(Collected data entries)
<<<<

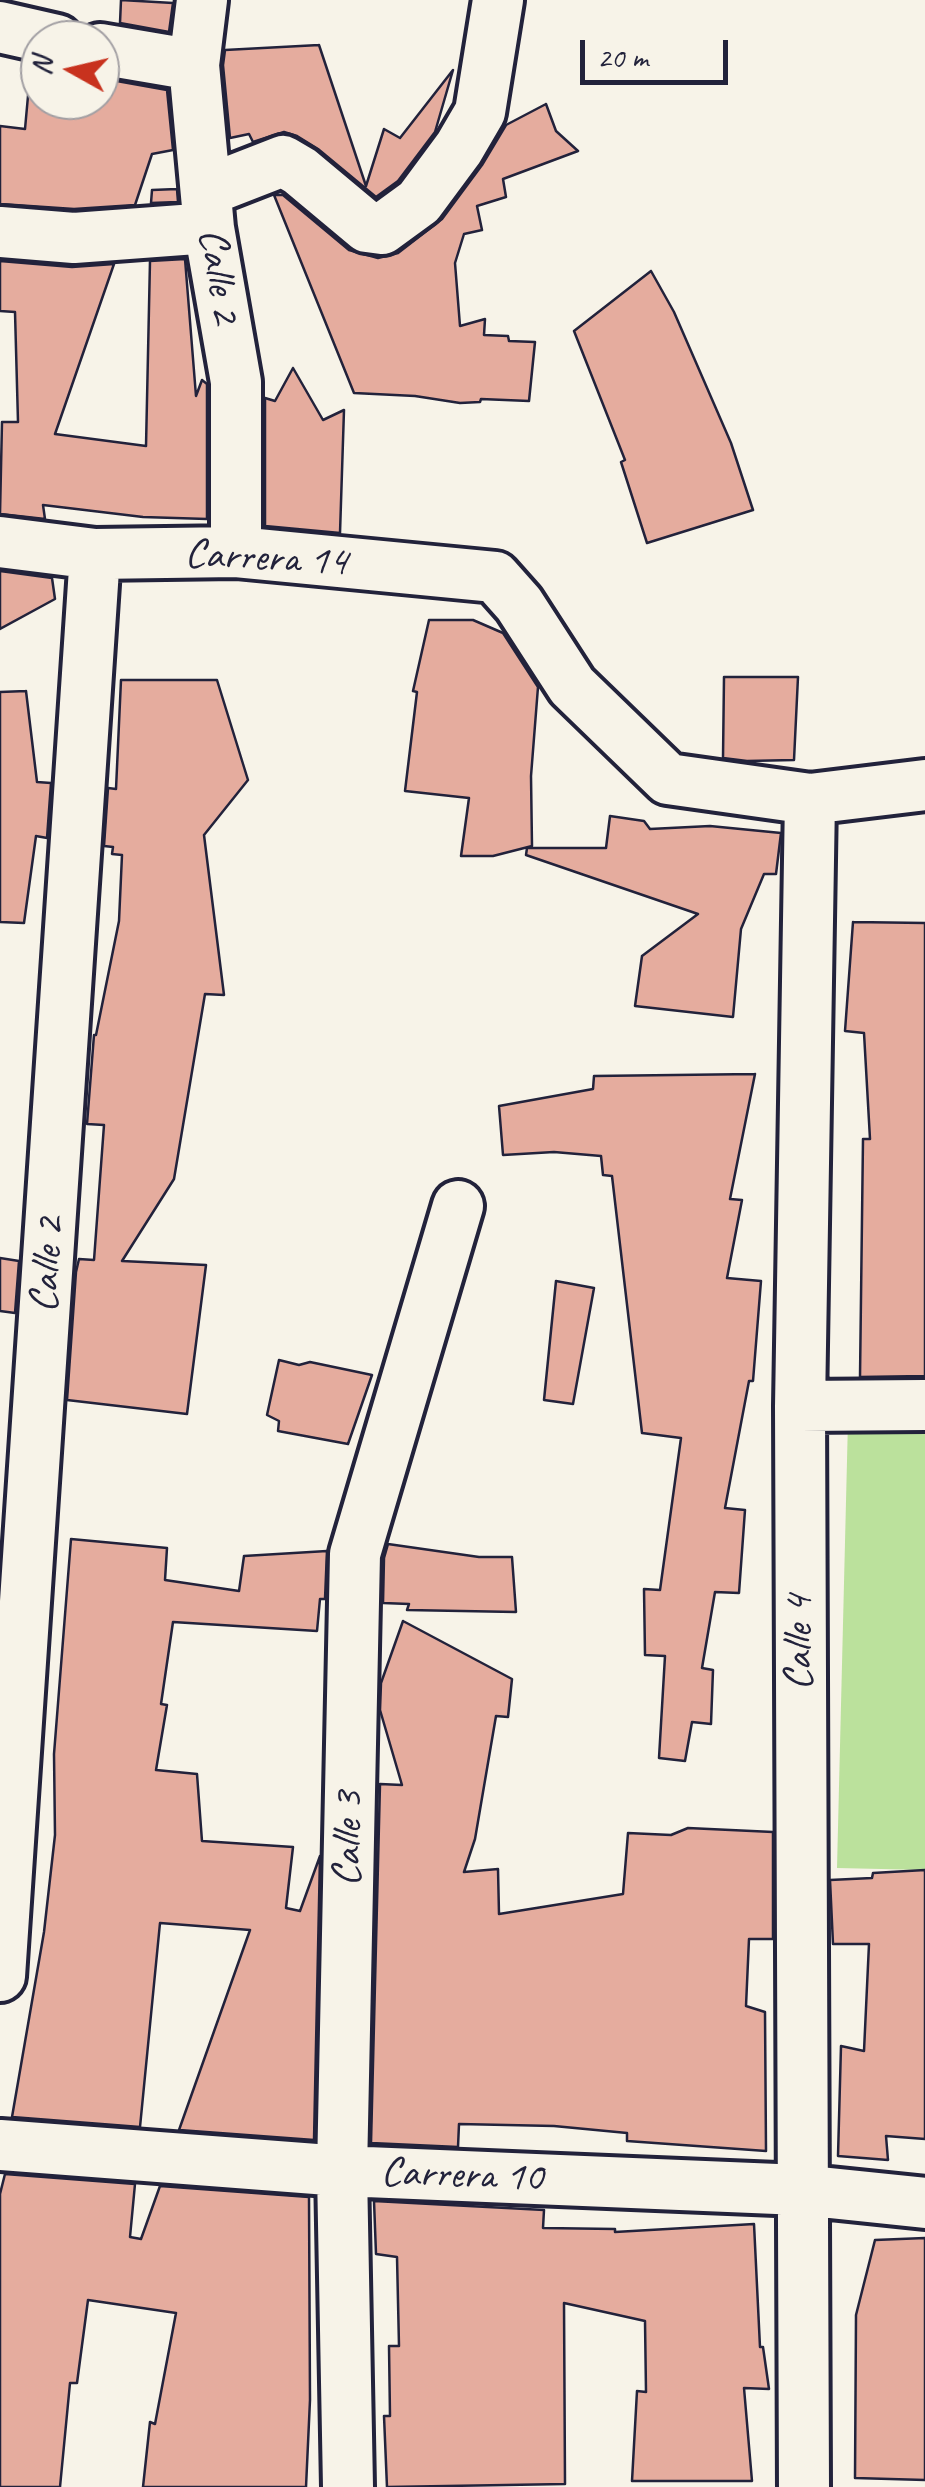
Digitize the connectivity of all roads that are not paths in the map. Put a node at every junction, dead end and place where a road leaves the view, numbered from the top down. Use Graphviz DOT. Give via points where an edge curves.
graph roads {
  1 [pos="202,0"];
  2 [pos="498,0"];
  3 [pos="120,52"];
  4 [pos="194,65"];
  5 [pos="207,209"];
  6 [pos="0,232"];
  7 [pos="0,542"];
  8 [pos="236,552"];
  9 [pos="95,554"];
  10 [pos="925,785"];
  11 [pos="810,799"];
  12 [pos="458,1206"];
  13 [pos="925,1405"];
  14 [pos="800,1406"];
  15 [pos="16,1510"];
  16 [pos="0,1976"];
  17 [pos="0,2145"];
  18 [pos="342,2171"];
  19 [pos="801,2190"];
  20 [pos="925,2203"];
  21 [pos="348,2487"];
  22 [pos="804,2487"];
  1 -- 4 [label="street, Calle 2"];
  2 -- 5 [label="street" via="480,112 419,202 382,230 367,228 283,161"];
  3 -- 4 [label="street"];
  4 -- 5 [label="street, Calle 2"];
  5 -- 6 [label="street" via="74,238"];
  5 -- 8 [label="street, Calle 2" via="236,382"];
  7 -- 9 [label="street, Carrera 14"];
  8 -- 9 [label="street, Carrera 14"];
  8 -- 11 [label="street, Carrera 14" via="495,577 572,686 668,779"];
  9 -- 15 [label="street, Calle 2"];
  10 -- 11 [label="street"];
  11 -- 14 [label="street, Calle 4"];
  12 -- 18 [label="street, Calle 3" via="356,1554"];
  13 -- 14 [label="street"];
  14 -- 19 [label="street, Calle 4"];
  15 -- 16 [label="street, Calle 2"];
  17 -- 18 [label="street, Carrera 10"];
  18 -- 19 [label="street, Carrera 10"];
  18 -- 21 [label="street, Calle 3"];
  19 -- 20 [label="street, Carrera 10"];
  19 -- 22 [label="street, Calle 4"];
}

>>>>

Report each line above that includes the string "roads".

Digitize the connectivity of all roads that are not paths in the map. Put a node at every junction, dead end and place where a road leaves the view, numbered from the top down. Use Graphviz DOT. Give via points where an edge curves.
graph roads {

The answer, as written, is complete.